### GIVEN RECORDS
===

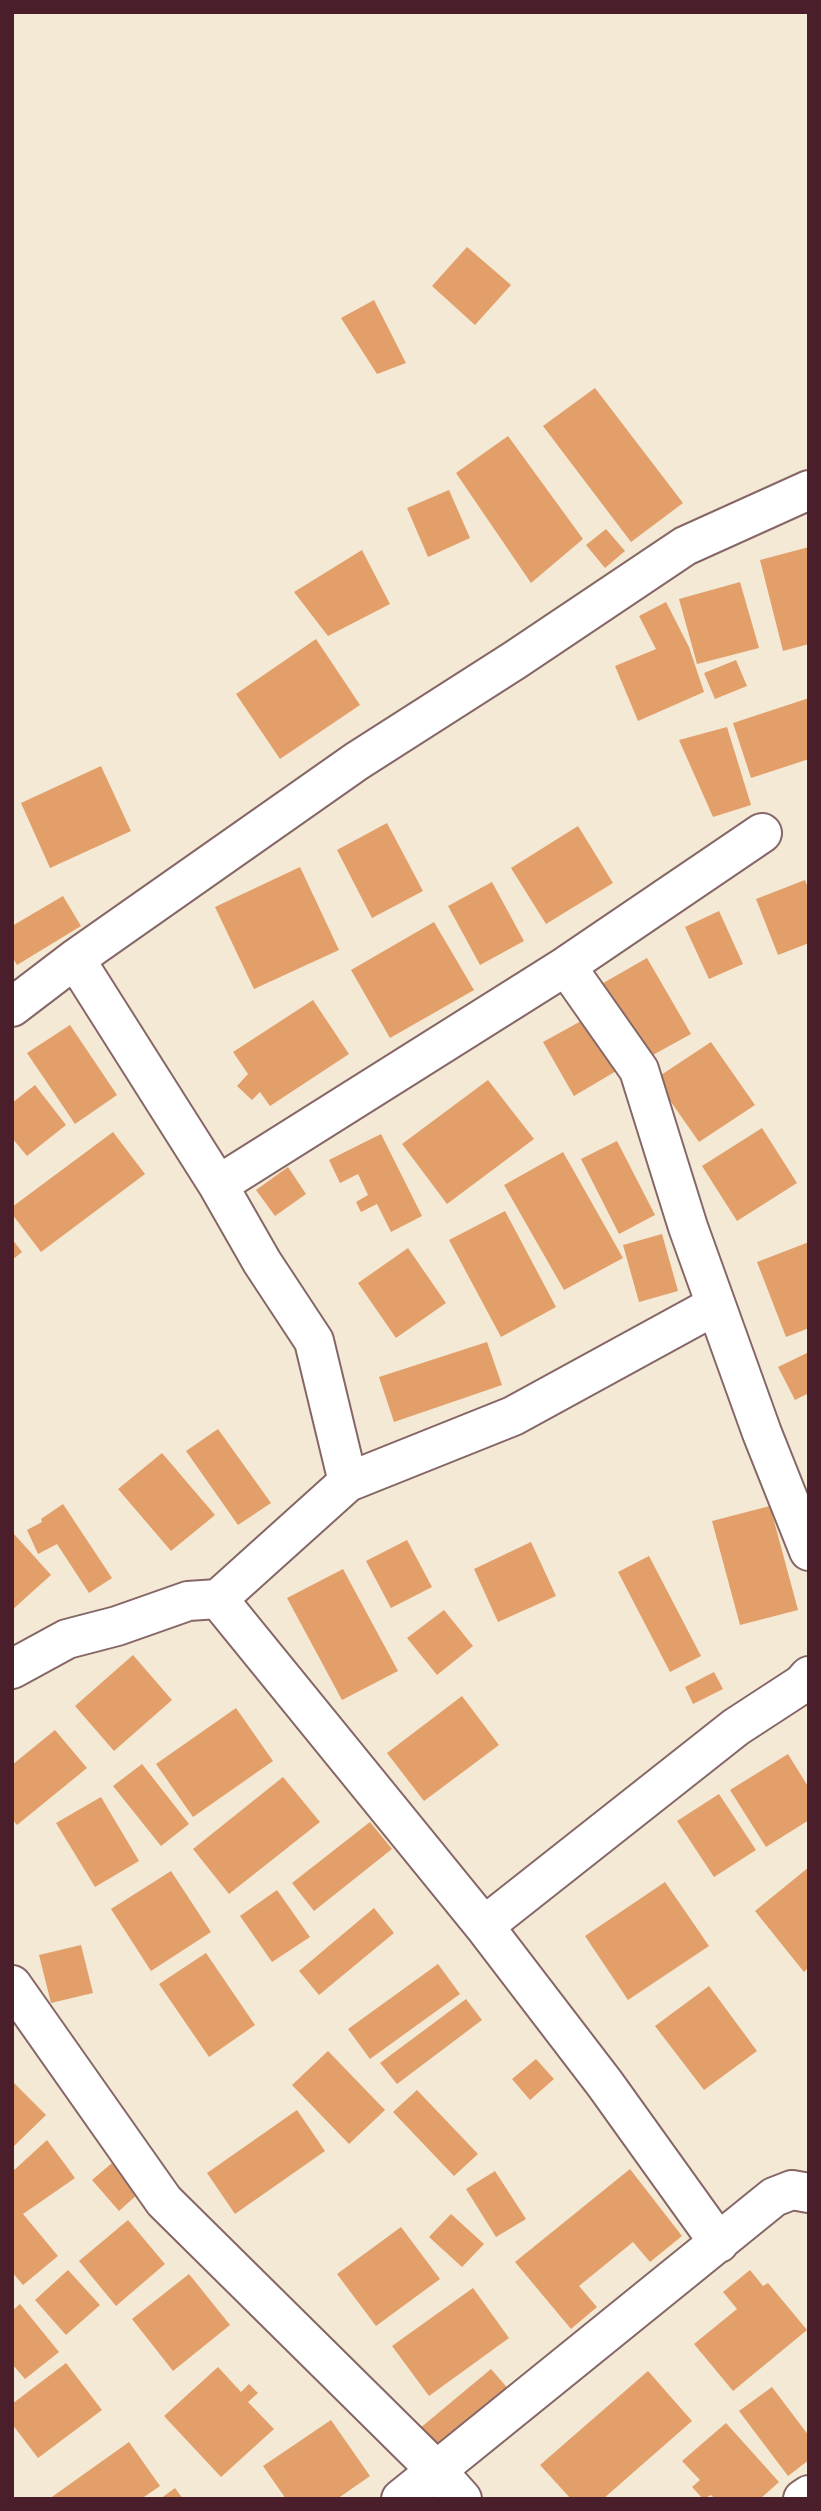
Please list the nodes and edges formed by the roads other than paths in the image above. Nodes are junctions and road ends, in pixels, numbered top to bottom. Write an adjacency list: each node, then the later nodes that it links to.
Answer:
1 (809, 490): 3 (street)
2 (762, 832): 4 (street)
3 (75, 959): 5 (street); 6 (street)
4 (566, 966): 6 (street); 7 (street)
5 (12, 1007)
6 (218, 1185): 8 (street)
7 (716, 1305): 8 (street); 9 (street)
8 (348, 1482): 10 (street)
9 (809, 1551)
10 (218, 1599): 11 (street); 13 (street)
11 (12, 1669)
12 (807, 1685): 13 (street)
13 (484, 1926): 16 (street)
14 (12, 1985): 17 (street)
15 (809, 2193): 16 (street)
16 (719, 2243): 17 (street)
17 (437, 2471): 19 (street); 20 (street)
18 (809, 2495): 21 (street)
19 (401, 2499)
20 (462, 2499)
21 (803, 2499)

===

### INSTRUCTIONS TO FOLLOW
When you retype the material above, copy each line exactly and drop whatever images appear in it.

### EXPECTED OUTPUT
Please list the nodes and edges formed by the roads other than paths in the image above. Nodes are junctions and road ends, in pixels, numbered top to bottom. Write an adjacency list: each node, then the later nodes that it links to.
Answer:
1 (809, 490): 3 (street)
2 (762, 832): 4 (street)
3 (75, 959): 5 (street); 6 (street)
4 (566, 966): 6 (street); 7 (street)
5 (12, 1007)
6 (218, 1185): 8 (street)
7 (716, 1305): 8 (street); 9 (street)
8 (348, 1482): 10 (street)
9 (809, 1551)
10 (218, 1599): 11 (street); 13 (street)
11 (12, 1669)
12 (807, 1685): 13 (street)
13 (484, 1926): 16 (street)
14 (12, 1985): 17 (street)
15 (809, 2193): 16 (street)
16 (719, 2243): 17 (street)
17 (437, 2471): 19 (street); 20 (street)
18 (809, 2495): 21 (street)
19 (401, 2499)
20 (462, 2499)
21 (803, 2499)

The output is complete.